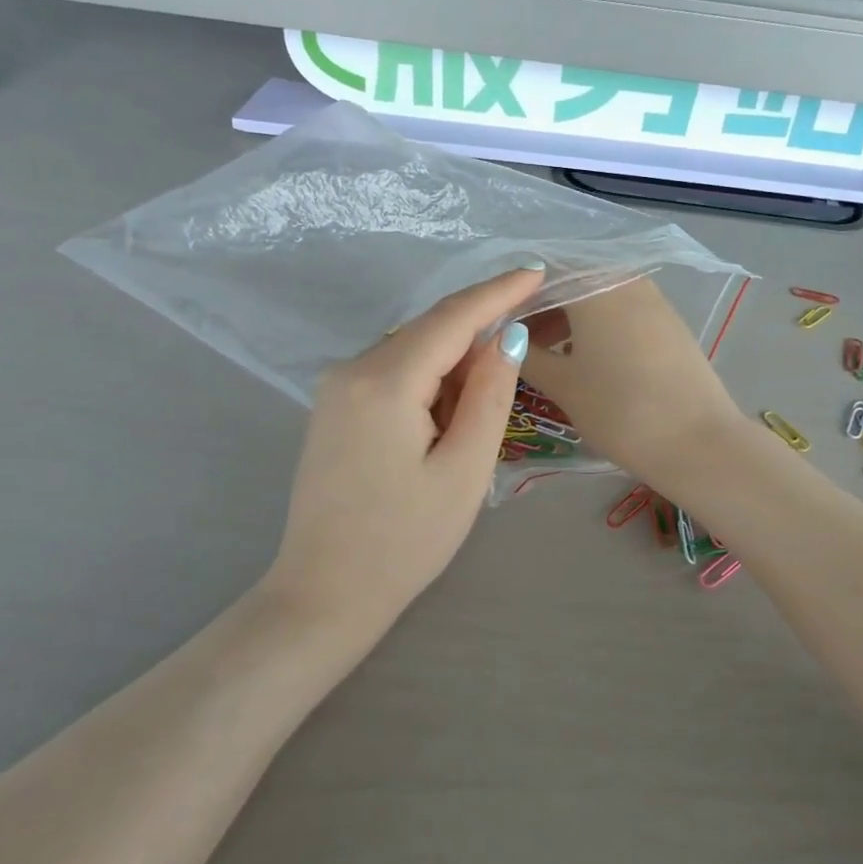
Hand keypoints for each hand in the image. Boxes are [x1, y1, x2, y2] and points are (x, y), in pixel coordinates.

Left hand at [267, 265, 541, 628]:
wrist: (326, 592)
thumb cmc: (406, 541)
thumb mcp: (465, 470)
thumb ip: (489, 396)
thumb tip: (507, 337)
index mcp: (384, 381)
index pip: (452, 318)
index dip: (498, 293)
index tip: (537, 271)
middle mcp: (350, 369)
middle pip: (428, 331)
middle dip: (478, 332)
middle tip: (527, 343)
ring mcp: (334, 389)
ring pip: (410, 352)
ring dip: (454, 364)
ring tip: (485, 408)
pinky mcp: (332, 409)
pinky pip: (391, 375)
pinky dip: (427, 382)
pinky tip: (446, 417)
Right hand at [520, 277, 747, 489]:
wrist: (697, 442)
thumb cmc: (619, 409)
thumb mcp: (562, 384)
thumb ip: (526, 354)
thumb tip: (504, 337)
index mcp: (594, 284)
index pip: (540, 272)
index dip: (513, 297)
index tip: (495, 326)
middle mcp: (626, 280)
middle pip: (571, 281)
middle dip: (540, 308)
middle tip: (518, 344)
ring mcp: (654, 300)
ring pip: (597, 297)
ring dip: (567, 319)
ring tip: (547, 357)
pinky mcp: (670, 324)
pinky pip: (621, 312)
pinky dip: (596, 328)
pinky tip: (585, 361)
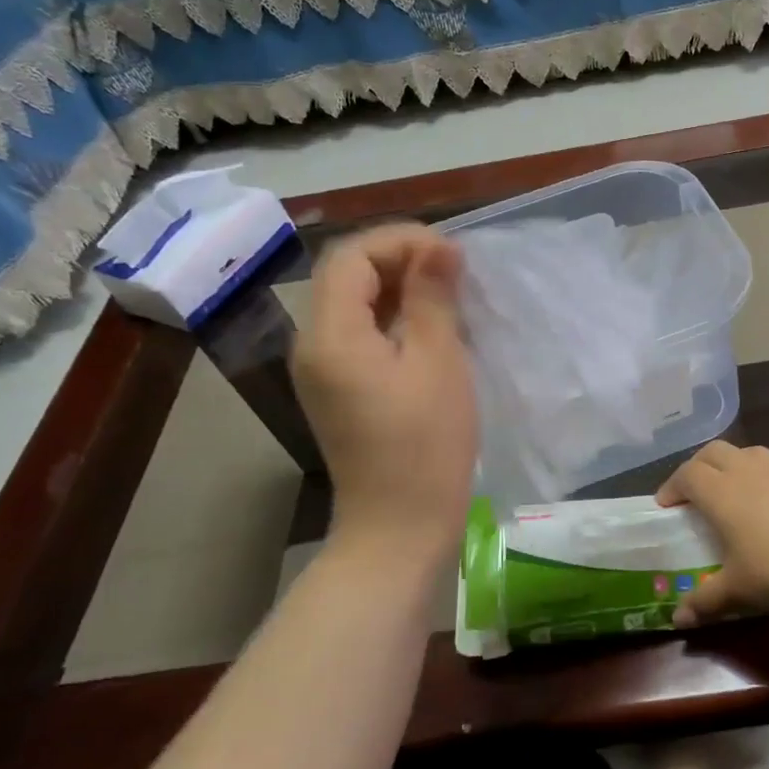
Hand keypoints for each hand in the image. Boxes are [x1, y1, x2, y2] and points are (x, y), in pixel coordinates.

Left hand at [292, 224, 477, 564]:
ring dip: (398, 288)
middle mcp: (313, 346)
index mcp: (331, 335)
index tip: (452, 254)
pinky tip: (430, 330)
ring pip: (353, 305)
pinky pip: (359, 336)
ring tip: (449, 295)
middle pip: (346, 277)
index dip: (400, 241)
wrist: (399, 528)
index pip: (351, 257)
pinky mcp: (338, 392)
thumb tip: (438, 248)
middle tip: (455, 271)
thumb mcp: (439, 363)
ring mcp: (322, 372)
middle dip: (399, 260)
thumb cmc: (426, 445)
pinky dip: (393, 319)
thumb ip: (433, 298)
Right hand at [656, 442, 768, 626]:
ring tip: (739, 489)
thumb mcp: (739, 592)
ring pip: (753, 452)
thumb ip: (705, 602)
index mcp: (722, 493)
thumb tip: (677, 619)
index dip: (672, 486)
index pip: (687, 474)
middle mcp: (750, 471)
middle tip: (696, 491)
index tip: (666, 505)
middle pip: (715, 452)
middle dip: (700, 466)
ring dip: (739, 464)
========================
### Activity
Produce the entries above once more, exactly as given, with each picture left out.

### Written reply
Hand keypoints for each hand in the image. Boxes are [x1, y1, x2, y2] and points are (x, y), in pixel coordinates.

Left hand at [267, 265, 541, 628]:
wrist: (326, 592)
thumb cmc: (406, 541)
thumb mcp: (465, 470)
thumb ip: (489, 396)
thumb tip: (507, 337)
index mcp: (384, 381)
index pip: (452, 318)
index dip: (498, 293)
index tip: (537, 271)
middle mcp: (350, 369)
middle pip: (428, 331)
middle dip: (478, 332)
middle tip: (527, 343)
ring mcp: (334, 389)
ring pip: (410, 352)
ring dip: (454, 364)
ring tip: (485, 408)
pinky mcp: (332, 409)
pinky pip: (391, 375)
pinky dip: (427, 382)
pinky tip: (446, 417)
Right hand at [520, 277, 747, 489]:
wrist: (697, 442)
thumb cmc: (619, 409)
thumb mcp: (562, 384)
thumb ip: (526, 354)
thumb tip: (504, 337)
index mcp: (594, 284)
index pip: (540, 272)
index dip: (513, 297)
index tip: (495, 326)
middle mcp: (626, 280)
middle pip: (571, 281)
middle dip: (540, 308)
middle tip: (518, 344)
ring mcp: (654, 300)
ring pip: (597, 297)
ring dip: (567, 319)
ring tip: (547, 357)
pinky mcp: (670, 324)
pinky pip: (621, 312)
pinky dip: (596, 328)
pinky tip: (585, 361)
Hand keypoints for each hand in the image. Boxes are [x1, y1, x2, y2] and points are (x, y), in pixel coordinates.

Left hand at [292, 224, 477, 564]:
ring dip: (398, 288)
middle mcp: (313, 346)
index mcp: (331, 335)
index tip: (452, 254)
pinky tip: (430, 330)
ring pip: (353, 305)
pinky pip: (359, 336)
ring tip: (449, 295)
middle pip: (346, 277)
index dip: (400, 241)
wrist: (399, 528)
index pip: (351, 257)
pinky mcp: (338, 392)
thumb tip: (438, 248)
middle tip: (455, 271)
thumb mcp: (439, 363)
ring mcp: (322, 372)
middle dip: (399, 260)
thumb cmc: (426, 445)
pinky dip: (393, 319)
thumb ip: (433, 298)
Right hand at [656, 442, 768, 626]:
ring tip: (739, 489)
thumb mcp: (739, 592)
ring pip: (753, 452)
thumb ip: (705, 602)
index mcp: (722, 493)
thumb tip: (677, 619)
index dip: (672, 486)
index pip: (687, 474)
middle mcp: (750, 471)
middle tip: (696, 491)
index tip: (666, 505)
middle pip: (715, 452)
middle dip: (700, 466)
ring dip: (739, 464)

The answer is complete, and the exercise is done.